>>

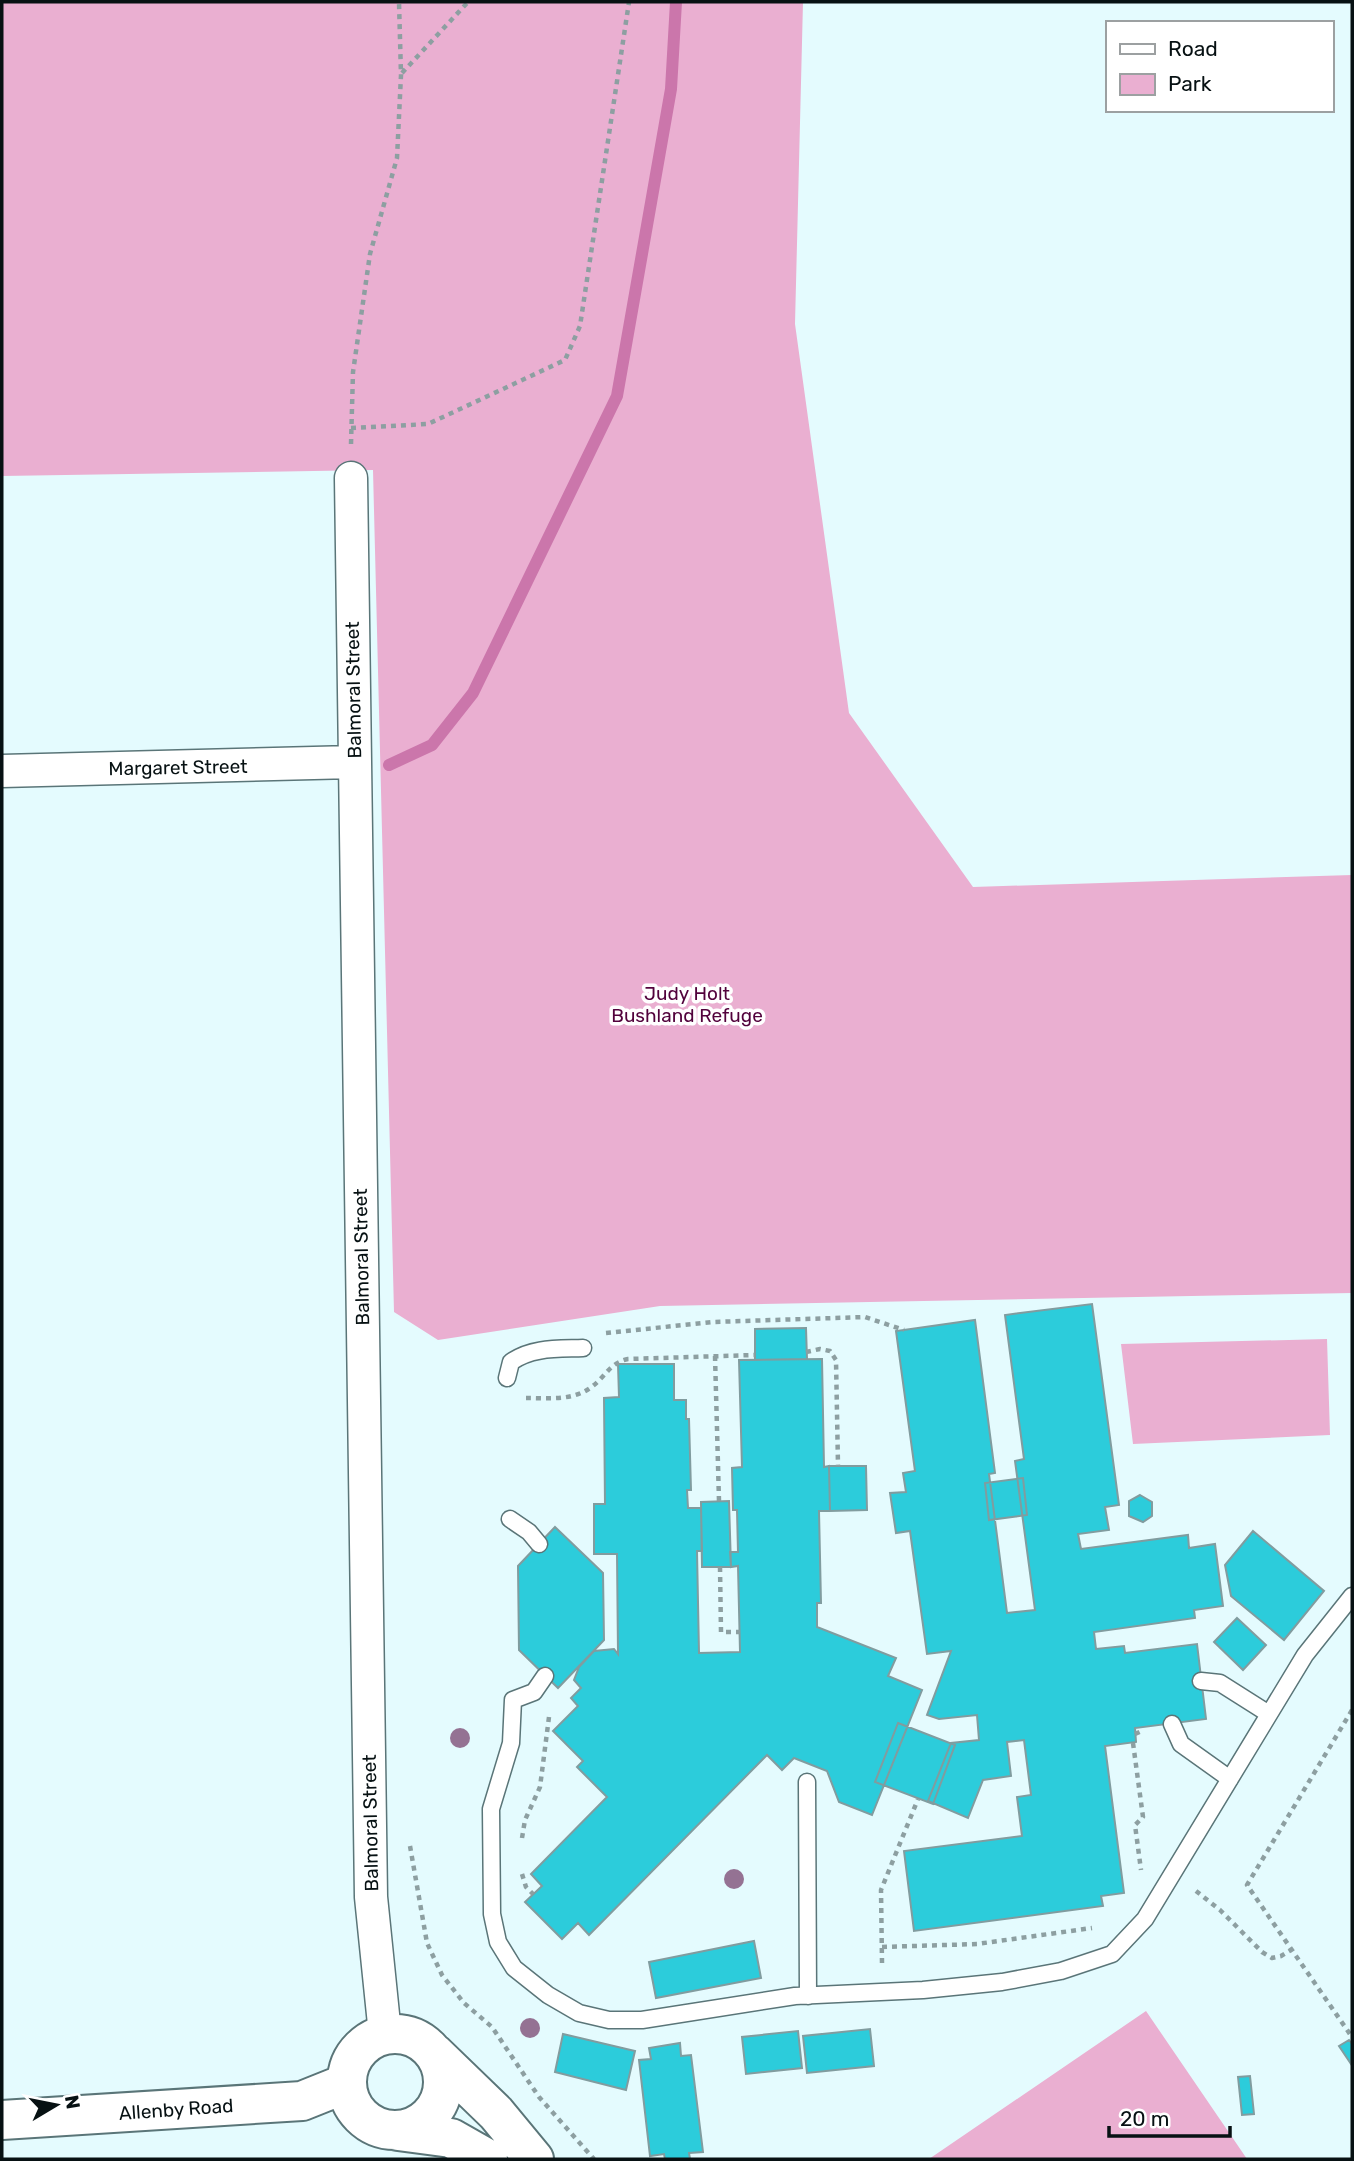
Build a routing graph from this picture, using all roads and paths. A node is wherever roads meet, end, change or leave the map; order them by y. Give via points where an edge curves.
1 (399, 2) edge
2 (468, 2) edge
3 (629, 2) edge
4 (401, 75) junction
5 (351, 428) junction
6 (351, 478) joint
7 (353, 762) junction
8 (2, 771) edge
9 (904, 1330) dead end
10 (583, 1348) joint
11 (806, 1352) dead end
12 (755, 1355) dead end
13 (715, 1356) junction
14 (508, 1378) dead end
15 (521, 1398) dead end
16 (838, 1466) dead end
17 (719, 1501) dead end
18 (510, 1519) dead end
19 (540, 1544) dead end
20 (720, 1567) dead end
21 (1352, 1596) edge
22 (740, 1632) dead end
23 (544, 1678) joint
24 (1201, 1681) dead end
25 (1352, 1710) edge
26 (1269, 1714) junction
27 (1172, 1724) dead end
28 (1133, 1743) dead end
29 (1230, 1779) junction
30 (807, 1782) dead end
31 (918, 1799) dead end
32 (522, 1841) dead end
33 (409, 1843) dead end
34 (523, 1866) dead end
35 (1172, 1874) junction
36 (1142, 1878) dead end
37 (533, 1894) dead end
38 (1094, 1928) dead end
39 (882, 1947) junction
40 (1291, 1950) junction
41 (883, 1992) junction
42 (808, 1996) junction
43 (385, 2034) junction
44 (1352, 2036) edge
45 (434, 2053) junction
46 (347, 2083) junction
47 (2, 2120) edge
48 (398, 2131) junction
49 (488, 2159) edge
50 (534, 2159) edge
51 (594, 2159) edge

1 - 4 path
2 - 4 path
3 - 5 path via 580,326 565,360 428,424
4 - 5 path via 397,158 370,254 353,372
5 - 6 path
6 - 7 street, Balmoral Street
7 - 8 street, Margaret Street
7 - 43 street, Balmoral Street via 371,1897
9 - 10 path via 865,1317 713,1322 586,1337
10 - 14 lane via 520,1355 511,1362
11 - 16 path via 830,1351 836,1360
12 - 13 path
13 - 15 path via 628,1359 617,1362 576,1395
13 - 17 path
18 - 19 lane
20 - 22 path via 721,1632
21 - 26 lane via 1305,1655
23 - 32 path via 550,1706 542,1773
23 - 42 lane via 534,1692 513,1700 511,1743 491,1809 492,1914 498,1942 514,1968 558,2002 609,2020 642,2020
24 - 26 lane via 1220,1682
25 - 40 path via 1247,1885
26 - 29 lane
27 - 29 lane via 1181,1744
28 - 36 path via 1143,1817 1135,1825
29 - 35 lane
30 - 42 lane
31 - 39 path via 881,1890
33 - 51 path via 427,1943 442,1975 464,2003 492,2027 538,2097
34 - 37 path via 526,1886
35 - 40 path via 1220,1910 1262,1952 1272,1958
35 - 41 lane via 1145,1919 1112,1954 1062,1971 1002,1982
38 - 39 path via 977,1944
39 - 41 path
40 - 44 path
41 - 42 lane
43 - 45 main road via 412,2036
43 - 46 main road via 357,2052
45 - 48 main road via 442,2066 442,2096 425,2120
45 - 50 main road via 496,2113
46 - 47 main road, Allenby Road via 302,2101
46 - 48 main road via 357,2112 376,2126
48 - 49 main road via 452,2138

<<

Scan the listing above, and wherever a line holds the string "joint", copy that line.

6 (351, 478) joint
10 (583, 1348) joint
23 (544, 1678) joint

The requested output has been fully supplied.